Ahora bien, no faltarán quienes digan “sí, pero nada hacemos si no todos pueden acceder a tales bondades”, mas ese argumento no desvirtúa que se tiende a la optimización, pues el punto no está en volver a las cavernas sino, antes bien, acortar la brecha social y, con ello, atender el fenómeno criminal, solo por citar una temática de recurrente mención.

En cuanto al futuro, el secreto está en no irse a los extremos. Personas demasiado preocupadas por lo que vendrá olvidan el presente y se torturan viendo cómo amasan una fortuna, descuidando momentos importantes: crecimiento de hijos, espacios para departir con otros que, quizás, no estarán mañana, entre otros. En similar sentido, no pensar más allá de las narices puede llevar al despilfarro y a no tener para una vejez digna.

En una palabra: debe pensarse en el futuro sin dejar de anclar los pies en el presente. Las proyecciones y el planeamiento son necesarios y hasta aconsejables, pero desvivirse por el mañana es desgastarse en un sitio que, como decía A. Einstein, aun no existe.

Por último, resta reflexionar sobre ese citado paraje: el presente.

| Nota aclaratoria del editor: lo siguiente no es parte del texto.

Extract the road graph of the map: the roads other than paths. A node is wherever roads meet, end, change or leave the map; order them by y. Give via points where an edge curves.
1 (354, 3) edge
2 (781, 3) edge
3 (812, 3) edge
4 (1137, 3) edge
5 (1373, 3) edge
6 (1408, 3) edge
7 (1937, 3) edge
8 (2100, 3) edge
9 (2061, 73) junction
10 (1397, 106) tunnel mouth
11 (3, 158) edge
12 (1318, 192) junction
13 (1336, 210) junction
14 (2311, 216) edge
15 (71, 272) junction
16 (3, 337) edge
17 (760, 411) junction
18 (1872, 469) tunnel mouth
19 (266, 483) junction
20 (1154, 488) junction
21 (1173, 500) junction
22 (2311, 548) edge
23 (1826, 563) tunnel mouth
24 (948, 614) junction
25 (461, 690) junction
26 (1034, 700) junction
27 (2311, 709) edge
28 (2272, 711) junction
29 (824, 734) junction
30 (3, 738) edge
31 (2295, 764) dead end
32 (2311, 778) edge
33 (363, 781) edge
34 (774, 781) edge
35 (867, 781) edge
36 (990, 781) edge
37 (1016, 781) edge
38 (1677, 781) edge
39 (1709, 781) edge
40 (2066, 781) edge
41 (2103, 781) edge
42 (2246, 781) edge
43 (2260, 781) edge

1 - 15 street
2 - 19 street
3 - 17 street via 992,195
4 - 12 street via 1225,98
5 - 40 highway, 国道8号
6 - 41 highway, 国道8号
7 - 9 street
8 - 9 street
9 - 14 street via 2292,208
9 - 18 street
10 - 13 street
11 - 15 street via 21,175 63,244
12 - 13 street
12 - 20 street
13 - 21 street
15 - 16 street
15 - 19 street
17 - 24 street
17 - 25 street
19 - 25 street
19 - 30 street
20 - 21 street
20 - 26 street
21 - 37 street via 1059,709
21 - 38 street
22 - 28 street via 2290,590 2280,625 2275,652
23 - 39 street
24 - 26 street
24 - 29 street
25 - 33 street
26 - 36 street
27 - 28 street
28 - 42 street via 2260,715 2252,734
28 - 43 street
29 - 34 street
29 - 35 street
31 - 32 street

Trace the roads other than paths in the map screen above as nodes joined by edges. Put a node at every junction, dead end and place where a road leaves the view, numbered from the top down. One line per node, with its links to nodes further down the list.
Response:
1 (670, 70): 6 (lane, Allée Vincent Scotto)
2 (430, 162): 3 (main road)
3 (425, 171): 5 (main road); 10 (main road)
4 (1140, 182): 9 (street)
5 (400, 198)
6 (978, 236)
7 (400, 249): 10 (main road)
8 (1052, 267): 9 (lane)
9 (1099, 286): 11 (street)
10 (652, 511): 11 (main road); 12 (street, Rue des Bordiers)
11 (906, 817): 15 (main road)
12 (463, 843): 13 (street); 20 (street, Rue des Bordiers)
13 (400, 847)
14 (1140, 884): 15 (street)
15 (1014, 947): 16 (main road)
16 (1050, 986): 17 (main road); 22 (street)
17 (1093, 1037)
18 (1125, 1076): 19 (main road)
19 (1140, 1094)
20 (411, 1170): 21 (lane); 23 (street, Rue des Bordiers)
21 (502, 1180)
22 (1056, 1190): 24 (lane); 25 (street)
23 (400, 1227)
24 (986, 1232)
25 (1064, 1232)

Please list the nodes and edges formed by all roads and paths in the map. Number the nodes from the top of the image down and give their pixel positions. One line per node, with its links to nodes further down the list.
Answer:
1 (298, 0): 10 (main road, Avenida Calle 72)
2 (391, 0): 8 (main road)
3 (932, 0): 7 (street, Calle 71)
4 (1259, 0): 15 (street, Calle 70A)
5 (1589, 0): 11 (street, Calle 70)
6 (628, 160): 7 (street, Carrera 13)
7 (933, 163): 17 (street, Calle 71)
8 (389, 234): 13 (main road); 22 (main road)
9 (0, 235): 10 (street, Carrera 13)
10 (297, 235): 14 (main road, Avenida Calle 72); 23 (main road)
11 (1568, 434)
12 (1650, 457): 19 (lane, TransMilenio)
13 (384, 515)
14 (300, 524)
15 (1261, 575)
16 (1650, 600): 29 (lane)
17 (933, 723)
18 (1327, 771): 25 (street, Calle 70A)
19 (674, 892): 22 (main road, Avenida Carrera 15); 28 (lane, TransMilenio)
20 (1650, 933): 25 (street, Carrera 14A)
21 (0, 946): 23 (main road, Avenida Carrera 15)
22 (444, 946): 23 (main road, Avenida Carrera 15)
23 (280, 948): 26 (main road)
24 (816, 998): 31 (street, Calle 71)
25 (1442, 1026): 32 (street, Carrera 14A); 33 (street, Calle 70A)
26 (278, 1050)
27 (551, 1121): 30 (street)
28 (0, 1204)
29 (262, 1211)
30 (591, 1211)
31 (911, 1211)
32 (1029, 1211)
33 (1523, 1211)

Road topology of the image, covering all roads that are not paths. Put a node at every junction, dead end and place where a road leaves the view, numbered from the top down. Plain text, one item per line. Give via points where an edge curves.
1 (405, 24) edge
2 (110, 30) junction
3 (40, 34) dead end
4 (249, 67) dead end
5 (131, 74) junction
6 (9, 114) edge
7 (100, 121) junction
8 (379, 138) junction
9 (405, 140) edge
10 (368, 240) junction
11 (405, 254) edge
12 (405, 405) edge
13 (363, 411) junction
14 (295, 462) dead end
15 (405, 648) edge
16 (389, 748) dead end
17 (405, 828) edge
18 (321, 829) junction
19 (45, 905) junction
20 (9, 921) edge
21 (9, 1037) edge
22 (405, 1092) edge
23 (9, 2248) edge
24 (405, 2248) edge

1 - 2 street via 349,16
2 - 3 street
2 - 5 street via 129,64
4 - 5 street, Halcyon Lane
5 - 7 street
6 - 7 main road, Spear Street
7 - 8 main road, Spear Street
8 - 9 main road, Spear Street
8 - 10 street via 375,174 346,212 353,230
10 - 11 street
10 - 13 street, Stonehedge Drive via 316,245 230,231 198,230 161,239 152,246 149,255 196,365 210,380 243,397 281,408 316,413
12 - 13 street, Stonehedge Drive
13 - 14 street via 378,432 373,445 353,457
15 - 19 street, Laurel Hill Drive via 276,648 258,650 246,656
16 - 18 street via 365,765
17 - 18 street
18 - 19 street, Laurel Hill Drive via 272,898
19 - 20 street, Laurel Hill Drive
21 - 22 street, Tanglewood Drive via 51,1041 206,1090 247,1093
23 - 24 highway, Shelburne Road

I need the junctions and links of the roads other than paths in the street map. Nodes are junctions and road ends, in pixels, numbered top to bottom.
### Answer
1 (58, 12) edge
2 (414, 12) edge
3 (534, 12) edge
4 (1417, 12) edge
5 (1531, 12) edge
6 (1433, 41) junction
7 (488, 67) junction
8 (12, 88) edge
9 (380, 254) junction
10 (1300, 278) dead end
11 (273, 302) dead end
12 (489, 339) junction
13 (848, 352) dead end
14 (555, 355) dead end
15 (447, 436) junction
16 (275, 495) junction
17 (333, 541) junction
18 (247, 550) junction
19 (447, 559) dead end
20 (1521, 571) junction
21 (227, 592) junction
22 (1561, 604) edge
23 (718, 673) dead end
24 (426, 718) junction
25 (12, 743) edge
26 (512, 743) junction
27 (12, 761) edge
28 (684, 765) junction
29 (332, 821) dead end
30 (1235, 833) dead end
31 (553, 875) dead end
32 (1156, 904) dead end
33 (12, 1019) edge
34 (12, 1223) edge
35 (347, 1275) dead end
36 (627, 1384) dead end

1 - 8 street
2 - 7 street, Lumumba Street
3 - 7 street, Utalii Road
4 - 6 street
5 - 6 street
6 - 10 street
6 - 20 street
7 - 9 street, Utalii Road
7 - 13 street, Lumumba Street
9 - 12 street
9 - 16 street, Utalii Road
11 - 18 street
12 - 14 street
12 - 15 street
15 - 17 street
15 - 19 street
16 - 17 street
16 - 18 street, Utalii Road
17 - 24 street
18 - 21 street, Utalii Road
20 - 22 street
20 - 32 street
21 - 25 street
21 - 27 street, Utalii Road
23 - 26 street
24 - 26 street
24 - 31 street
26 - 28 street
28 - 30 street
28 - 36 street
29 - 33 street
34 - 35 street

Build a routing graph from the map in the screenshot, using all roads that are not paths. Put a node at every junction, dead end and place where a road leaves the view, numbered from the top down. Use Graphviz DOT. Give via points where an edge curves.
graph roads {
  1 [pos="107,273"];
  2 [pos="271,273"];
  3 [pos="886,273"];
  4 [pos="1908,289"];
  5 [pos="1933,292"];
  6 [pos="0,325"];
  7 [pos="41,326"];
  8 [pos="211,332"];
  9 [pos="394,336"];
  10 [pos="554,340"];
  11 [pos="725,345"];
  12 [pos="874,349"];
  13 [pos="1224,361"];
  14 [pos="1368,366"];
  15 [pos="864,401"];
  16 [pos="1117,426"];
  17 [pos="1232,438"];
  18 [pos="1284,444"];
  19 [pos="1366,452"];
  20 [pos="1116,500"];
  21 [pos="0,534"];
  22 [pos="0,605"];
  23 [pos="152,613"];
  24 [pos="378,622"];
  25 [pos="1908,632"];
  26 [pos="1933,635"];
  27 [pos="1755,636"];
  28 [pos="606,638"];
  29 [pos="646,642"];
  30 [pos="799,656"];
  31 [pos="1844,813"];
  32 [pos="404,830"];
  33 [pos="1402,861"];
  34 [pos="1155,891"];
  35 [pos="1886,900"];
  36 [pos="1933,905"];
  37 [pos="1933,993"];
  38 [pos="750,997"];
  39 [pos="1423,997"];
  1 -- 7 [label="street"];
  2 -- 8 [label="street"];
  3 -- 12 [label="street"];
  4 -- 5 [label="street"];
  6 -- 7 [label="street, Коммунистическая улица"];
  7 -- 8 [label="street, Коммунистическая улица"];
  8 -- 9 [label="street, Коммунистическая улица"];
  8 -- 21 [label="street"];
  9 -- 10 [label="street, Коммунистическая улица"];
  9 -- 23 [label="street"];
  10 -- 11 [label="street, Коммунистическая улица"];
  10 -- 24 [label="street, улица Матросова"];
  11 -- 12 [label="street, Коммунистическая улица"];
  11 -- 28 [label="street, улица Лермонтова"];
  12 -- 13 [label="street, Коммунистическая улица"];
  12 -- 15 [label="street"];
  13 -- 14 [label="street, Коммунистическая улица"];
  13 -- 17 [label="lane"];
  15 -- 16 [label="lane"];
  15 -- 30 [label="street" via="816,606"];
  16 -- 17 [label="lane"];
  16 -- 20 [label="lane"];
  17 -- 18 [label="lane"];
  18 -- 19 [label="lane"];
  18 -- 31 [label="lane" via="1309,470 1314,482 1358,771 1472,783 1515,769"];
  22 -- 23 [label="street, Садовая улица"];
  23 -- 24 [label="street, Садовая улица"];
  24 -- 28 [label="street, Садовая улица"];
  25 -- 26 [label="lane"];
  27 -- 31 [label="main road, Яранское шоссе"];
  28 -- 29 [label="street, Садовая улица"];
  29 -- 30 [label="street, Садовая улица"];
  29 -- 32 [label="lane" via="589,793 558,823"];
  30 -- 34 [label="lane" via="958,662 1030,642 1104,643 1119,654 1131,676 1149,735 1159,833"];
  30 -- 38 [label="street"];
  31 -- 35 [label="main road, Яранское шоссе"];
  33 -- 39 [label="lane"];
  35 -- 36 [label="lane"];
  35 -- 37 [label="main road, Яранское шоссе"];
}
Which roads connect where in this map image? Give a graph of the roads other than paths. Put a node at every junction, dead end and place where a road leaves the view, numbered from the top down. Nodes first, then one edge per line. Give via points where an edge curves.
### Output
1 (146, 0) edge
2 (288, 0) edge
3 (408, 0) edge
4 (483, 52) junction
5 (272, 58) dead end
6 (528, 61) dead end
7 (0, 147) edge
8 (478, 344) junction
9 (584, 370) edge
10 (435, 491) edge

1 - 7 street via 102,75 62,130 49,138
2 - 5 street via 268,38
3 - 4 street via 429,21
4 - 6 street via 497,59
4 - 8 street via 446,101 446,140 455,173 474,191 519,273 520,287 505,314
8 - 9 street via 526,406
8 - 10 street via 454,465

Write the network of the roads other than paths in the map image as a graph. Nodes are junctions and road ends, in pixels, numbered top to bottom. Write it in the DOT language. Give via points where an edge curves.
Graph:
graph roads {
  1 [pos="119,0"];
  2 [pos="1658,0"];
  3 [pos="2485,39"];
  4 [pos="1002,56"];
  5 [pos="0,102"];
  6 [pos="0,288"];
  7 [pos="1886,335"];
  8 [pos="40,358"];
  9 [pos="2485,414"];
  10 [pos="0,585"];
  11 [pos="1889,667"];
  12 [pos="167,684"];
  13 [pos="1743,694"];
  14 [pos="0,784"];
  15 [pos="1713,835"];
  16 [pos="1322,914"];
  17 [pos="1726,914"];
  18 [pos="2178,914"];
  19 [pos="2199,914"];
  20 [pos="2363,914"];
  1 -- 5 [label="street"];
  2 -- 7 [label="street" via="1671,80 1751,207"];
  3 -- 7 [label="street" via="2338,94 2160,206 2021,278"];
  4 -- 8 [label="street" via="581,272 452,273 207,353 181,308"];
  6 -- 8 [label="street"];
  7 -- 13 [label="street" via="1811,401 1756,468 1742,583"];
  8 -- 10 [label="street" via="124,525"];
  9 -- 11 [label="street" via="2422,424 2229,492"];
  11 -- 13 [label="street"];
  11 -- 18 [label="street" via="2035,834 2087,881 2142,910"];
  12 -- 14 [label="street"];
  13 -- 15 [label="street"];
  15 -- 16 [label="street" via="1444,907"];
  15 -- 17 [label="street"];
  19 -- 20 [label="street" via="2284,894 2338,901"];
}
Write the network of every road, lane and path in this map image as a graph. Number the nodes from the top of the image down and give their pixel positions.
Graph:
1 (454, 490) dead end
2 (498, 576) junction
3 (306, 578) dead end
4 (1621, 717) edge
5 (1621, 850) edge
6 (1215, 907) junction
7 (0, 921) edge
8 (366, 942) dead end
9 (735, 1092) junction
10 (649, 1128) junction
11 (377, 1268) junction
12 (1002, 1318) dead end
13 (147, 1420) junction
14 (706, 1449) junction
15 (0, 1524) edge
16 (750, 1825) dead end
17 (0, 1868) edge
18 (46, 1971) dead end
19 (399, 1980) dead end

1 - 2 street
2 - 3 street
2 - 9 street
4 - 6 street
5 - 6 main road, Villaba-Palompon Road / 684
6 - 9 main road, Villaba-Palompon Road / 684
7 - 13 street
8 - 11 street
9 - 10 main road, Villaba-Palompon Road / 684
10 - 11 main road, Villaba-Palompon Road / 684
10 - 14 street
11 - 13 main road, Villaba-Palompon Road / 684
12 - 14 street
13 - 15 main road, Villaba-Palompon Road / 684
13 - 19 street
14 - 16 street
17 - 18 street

Según algún sector de las ciencias sociales, al tomar decisiones infravaloramos el futuro frente a lo que se tiene (sesgo del presente), en tanto eso es lo seguro, es el pájaro en mano vs. la bandada en el aire; no obstante, si conjuntamos todas las ideas expuestas, tendremos que hoy será un peor lugar que el ayer, al tiempo que, paradójicamente, estaremos en un estado mejor del que nos aguarda al día siguiente (¡por esto no hay que hacer mucho caso de esas zonas comunes argumentativas!).

El tiempo y su discurrir deben ocuparnos, pero no demasiado; como me lo hizo ver —en una clase de materialismo histórico— un crítico profesor: todo presente es un futuro pasado.